My textbook says $$\limsup_{x \to x_0} f(x) = \max\{f(x_0), \lim_{h\to 0^+} f( x_0 + h), \lim_{h\to 0^-} f( x_0 + h)\}$$
Assuming $f(x_0)$ is distinct from the latter two values, how can $\limsup f(x)$ as $x$ approaches $x_0$ equal neither $\limsup f(x)$ approaching $x_0$ from the left or from the right? Doesn't that violate the definition of a limit, since $f(x_0)$ isn't "approached?"
For clarifcation, assuming wlog $f(x_0) < f(x)$, $\sup f(x) = \max\{(f(x_0), f(x))\}$. The limit in question is the value approached as $x$ approaches $x_0$.

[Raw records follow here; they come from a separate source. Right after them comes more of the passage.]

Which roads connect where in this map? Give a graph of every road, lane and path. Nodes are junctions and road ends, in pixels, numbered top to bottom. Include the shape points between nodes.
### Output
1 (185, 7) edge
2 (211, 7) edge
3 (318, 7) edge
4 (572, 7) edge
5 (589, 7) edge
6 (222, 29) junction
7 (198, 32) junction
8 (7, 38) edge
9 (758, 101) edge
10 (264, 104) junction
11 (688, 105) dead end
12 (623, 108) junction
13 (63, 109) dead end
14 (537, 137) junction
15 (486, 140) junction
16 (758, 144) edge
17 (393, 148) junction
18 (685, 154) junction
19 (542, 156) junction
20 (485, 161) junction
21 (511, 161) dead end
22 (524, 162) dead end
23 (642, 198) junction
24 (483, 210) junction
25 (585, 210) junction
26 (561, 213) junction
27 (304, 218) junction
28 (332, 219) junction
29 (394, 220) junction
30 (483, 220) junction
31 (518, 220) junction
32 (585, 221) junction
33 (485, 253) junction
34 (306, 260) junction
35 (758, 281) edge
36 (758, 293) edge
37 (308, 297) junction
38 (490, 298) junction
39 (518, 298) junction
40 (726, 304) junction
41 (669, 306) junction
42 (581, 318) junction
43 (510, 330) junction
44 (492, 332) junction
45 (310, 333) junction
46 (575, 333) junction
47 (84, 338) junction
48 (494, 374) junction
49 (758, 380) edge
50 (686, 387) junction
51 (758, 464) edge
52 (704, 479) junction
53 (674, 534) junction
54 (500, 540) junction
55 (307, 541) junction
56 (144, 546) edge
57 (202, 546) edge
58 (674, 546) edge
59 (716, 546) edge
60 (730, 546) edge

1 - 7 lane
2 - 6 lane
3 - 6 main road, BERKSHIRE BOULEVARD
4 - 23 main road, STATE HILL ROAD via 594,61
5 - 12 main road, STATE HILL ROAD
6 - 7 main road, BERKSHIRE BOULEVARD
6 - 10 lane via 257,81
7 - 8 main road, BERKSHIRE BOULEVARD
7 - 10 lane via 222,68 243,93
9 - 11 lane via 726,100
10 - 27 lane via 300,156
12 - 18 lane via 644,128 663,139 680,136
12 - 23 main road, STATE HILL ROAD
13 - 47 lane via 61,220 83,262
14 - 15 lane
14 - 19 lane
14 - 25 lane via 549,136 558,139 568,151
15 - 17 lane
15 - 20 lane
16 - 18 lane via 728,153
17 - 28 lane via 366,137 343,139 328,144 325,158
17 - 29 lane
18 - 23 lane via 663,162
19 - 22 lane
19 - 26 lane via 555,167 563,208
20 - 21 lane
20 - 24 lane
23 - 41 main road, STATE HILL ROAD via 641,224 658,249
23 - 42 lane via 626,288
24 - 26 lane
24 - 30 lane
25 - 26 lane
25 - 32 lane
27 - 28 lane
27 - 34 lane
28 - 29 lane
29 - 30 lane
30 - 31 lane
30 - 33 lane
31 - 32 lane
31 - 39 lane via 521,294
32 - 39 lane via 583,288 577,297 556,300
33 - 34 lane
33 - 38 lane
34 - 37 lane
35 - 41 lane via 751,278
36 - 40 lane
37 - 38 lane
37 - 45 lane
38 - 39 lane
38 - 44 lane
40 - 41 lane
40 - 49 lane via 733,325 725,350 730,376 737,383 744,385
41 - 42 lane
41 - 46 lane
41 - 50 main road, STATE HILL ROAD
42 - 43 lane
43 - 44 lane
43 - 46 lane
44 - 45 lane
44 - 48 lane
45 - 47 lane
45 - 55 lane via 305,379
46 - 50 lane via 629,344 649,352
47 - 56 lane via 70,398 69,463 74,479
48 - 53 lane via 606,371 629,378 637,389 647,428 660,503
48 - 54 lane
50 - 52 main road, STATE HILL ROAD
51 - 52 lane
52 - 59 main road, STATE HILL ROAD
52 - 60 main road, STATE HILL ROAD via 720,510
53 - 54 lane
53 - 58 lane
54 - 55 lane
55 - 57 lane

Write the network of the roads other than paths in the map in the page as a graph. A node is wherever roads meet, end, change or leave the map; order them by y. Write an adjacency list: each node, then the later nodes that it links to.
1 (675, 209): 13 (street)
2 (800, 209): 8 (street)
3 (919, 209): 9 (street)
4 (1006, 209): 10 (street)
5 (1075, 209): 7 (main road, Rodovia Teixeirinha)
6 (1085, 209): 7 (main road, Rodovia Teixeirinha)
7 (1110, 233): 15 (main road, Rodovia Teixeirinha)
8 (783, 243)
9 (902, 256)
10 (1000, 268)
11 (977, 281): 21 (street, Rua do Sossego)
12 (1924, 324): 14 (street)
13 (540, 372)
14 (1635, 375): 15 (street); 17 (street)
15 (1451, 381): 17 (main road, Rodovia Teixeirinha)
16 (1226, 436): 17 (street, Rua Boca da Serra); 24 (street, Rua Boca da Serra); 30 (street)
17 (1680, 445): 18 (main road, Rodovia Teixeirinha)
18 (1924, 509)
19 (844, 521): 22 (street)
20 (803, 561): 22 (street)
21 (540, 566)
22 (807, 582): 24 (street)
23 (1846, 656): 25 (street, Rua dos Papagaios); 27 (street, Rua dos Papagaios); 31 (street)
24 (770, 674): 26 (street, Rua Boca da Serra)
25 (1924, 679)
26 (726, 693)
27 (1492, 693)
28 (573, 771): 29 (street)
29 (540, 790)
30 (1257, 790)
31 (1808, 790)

Answer: $\limsup f(x)$ has to include $f(x_0)$ in order for the statement "if $\limsup f(x_0) = \liminf f(x_0)$, then $f$ is continuous at $x_0$" to be always true.
Try $$f(x) = \begin{cases} \sin(1/x) &, x \neq 0 \\ 2 &, x = 0 \end{cases} \text{.} $$ What should $\limsup_{x \rightarrow 0} f(x)$ be?
Or to put this another way, why do you think $x_0$ cannot be a point in the sequence implicitly encoded by $x \rightarrow x_0$? We have to go to some pains to dodge this point in the one-sided limits. (We don't take sequences of points, we take sequences of offsets, $h$ all required to be of the same sign, hence nonzero.)